The letter says that Kavanaugh, then a student at Georgetown Preparator­y School in suburban Washington and now President Donald Trump’s Supreme Court nominee, had been drinking at a social gathering when he and the male friend took the teenage girl into a bedroom. The door was locked, and she was thrown on the bed. Kavanaugh then got on top of the teenager and put a hand over her mouth, as the music was turned up, according to the account.

But the young woman was able to extricate herself and leave the room, the letter says.

She has declined to be publicly identified, and she asked Sen. Dianne Feinstein of California, the top Democrat on the Judiciary Committee, not to publicize the letter.

In a statement shared by the White House, Kavanaugh said the charges were false.

“I categorica­lly and unequivoca­lly deny this allegation,” he said. “I did not do this back in high school or at any time.”

The friend who is said to have participat­ed, Mark Judge, also denied the episode ever happened.

“I never saw anything like what was described,” he said in an interview after being informed that he was named in the letter.

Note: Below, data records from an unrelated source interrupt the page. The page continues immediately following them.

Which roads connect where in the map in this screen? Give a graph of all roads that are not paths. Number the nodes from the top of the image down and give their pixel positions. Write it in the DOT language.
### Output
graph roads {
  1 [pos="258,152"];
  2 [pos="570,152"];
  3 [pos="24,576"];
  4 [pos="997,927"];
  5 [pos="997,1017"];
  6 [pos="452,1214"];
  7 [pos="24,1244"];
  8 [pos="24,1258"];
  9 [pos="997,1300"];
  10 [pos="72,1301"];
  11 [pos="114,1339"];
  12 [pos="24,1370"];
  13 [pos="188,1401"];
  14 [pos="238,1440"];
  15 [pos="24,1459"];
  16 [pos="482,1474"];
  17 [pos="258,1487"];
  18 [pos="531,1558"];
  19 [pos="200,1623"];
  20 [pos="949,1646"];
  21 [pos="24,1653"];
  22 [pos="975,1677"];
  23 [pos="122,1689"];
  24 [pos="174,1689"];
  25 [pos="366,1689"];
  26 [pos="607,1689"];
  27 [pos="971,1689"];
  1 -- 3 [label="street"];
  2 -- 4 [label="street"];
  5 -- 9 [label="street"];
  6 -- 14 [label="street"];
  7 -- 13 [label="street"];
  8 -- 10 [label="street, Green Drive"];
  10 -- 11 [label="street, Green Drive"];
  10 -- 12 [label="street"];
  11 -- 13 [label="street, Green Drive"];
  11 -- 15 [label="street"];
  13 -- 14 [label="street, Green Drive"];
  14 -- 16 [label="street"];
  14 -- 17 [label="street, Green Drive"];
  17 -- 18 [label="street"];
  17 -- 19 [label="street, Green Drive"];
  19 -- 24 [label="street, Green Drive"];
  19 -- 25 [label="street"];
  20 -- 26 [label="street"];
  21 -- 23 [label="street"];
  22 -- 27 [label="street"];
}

Sen. Charles E. Grassley, R-Iowa, chairman of the Judiciary Committee, was still planning to move ahead with Kavanaugh’s confirmati­on. The Judiciary Committee is scheduled to hold a key vote to advance the nomination next Thursday, and Republican leaders hope to hold a final vote of the full Senate before the end of September to allow Kavanaugh to be seated before the start of the Supreme Court’s fall term next month.

Grassley’s aides said Kavanaugh had been the subject of six FBI background checks since 1993, and none had turned up anything like the episode in question.

Meanwhile, according to the Washington Post, Kavanaugh’s allies moved aggressive­ly to defend the nominee and push back against the allegation.

A group of women who said they knew Kavanaugh in high school made contact late Thursday afternoon with several of the nominee’s former clerks who are helping in Kavanaugh’s confirmati­on process. The women offered their help, and eventually the group decided to draft a letter defending Kavanaugh’s character, according to a person involved in the process.